Cabe a ironia do palavreado. Isso porque as politicas públicas para as situações de estrangulamento social parecem não entender bem as razões. Nem das consequências decorrentes de medidas econômicas. Nem mesmo para que servem as políticas sociais. Diante disso, como encarar a realidade que está descrita no novo relatório da ONU sobre o drama da fome pelo mundo, que atinge em cheio o Brasil?
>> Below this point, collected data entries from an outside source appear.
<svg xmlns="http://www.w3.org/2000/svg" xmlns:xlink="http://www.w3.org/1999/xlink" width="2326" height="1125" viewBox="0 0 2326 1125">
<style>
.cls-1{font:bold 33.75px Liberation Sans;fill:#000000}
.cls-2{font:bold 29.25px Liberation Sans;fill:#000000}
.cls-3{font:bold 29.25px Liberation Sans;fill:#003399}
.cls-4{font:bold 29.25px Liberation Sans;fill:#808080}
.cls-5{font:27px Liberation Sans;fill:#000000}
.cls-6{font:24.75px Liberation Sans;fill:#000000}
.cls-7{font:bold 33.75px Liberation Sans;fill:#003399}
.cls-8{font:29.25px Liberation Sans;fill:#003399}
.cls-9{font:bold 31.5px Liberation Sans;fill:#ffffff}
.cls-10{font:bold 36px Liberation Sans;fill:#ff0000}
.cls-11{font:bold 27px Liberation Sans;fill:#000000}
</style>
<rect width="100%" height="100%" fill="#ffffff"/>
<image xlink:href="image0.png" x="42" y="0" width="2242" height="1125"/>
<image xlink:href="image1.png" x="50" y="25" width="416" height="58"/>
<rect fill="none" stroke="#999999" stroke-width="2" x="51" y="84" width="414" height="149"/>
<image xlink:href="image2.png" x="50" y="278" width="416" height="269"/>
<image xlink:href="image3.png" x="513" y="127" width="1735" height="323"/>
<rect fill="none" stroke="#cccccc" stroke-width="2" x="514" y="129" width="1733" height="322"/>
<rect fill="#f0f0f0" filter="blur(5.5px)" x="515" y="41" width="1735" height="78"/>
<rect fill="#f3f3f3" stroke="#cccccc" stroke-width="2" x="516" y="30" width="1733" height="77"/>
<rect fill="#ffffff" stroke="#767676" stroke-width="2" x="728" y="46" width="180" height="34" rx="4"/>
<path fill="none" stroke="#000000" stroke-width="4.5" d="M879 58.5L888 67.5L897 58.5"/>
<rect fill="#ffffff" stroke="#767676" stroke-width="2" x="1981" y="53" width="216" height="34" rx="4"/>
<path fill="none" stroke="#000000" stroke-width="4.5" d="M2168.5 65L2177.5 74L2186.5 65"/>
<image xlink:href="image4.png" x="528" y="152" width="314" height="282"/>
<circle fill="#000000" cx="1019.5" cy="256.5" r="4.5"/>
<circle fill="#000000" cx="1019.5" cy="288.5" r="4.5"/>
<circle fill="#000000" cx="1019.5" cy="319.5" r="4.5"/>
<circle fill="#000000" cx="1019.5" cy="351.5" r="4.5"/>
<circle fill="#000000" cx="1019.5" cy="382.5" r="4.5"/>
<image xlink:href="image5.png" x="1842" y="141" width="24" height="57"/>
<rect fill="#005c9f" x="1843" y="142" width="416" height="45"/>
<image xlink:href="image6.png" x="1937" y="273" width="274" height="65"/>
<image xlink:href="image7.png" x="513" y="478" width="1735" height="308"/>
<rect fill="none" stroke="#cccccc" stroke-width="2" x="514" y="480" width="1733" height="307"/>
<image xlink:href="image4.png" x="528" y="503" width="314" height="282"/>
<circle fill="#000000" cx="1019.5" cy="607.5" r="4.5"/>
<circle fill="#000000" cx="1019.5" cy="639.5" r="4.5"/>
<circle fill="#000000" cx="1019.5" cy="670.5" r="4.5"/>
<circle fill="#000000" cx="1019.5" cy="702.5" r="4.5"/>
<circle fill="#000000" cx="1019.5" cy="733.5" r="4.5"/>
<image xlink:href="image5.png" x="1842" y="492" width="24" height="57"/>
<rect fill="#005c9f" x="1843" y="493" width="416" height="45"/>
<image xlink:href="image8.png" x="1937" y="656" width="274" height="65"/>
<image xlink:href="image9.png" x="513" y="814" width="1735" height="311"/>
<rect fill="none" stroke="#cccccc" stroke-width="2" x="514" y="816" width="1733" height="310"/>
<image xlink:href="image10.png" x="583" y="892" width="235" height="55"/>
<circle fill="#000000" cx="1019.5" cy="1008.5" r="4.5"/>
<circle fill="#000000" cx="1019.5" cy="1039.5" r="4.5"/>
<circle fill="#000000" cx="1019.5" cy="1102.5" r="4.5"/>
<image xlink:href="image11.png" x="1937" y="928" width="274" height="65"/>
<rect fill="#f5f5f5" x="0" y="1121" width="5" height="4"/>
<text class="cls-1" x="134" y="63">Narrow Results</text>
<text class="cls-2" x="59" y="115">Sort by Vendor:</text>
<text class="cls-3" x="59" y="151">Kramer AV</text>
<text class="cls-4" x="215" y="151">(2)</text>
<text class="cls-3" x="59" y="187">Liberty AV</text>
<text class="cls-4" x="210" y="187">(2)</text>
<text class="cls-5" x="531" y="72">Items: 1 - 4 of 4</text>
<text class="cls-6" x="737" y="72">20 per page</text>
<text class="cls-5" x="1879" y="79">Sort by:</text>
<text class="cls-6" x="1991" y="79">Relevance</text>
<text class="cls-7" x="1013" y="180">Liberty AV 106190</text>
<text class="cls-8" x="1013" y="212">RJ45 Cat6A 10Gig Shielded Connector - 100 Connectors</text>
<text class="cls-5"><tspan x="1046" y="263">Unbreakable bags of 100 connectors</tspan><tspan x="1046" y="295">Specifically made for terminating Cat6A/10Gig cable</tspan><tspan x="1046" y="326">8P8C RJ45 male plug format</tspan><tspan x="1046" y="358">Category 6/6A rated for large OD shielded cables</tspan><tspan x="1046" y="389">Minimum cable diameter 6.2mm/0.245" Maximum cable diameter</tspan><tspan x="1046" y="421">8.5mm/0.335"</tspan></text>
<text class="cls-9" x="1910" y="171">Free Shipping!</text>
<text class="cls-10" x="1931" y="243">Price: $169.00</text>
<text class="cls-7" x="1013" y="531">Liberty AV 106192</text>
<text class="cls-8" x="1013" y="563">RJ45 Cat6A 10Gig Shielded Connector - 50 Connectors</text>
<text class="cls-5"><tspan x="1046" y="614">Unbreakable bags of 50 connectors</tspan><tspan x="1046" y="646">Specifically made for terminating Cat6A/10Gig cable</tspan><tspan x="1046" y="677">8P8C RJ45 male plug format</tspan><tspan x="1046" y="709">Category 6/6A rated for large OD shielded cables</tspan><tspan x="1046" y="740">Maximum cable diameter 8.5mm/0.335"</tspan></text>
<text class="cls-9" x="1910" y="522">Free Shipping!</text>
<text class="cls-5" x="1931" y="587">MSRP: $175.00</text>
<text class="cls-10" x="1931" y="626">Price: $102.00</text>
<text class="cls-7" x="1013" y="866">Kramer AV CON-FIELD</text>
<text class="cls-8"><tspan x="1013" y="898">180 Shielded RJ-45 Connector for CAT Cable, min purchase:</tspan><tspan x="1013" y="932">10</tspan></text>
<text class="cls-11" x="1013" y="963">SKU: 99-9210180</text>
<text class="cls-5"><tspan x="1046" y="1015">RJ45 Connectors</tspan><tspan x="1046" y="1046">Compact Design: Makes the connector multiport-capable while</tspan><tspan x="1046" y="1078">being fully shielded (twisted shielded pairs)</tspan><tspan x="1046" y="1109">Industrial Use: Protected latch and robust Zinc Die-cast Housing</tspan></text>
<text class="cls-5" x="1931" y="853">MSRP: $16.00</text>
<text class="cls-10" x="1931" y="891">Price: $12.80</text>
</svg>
De fato, entre 2019 e 2021, conforme prediz aquele documento, atingimos a infeliz marca de contarmos com 60 milhões de compatriotas em regime de insegurança alimentar. Pior que isso, só mesmo a consagração de um status indesejado – o de ter o país retornado ao chamado mapa da fome no mundo. Incrível. Afinal, o país que sempre foi do futuro e que bate no peito para dizer que é gigante na produção e exportação de um leque que vai de aviões a commodities, tem também essa mácula por carregar. É incapaz de por comida no prato de uma outra nação, cujos partícipes foram excluídos por falta de planos, de programas assistenciais bem definidos e um olhar para o futuro capaz de apagar tamanha mácula. Diga-se ainda de passagem: um mal que tem gênero, raça e CEP. Nada tão desigual.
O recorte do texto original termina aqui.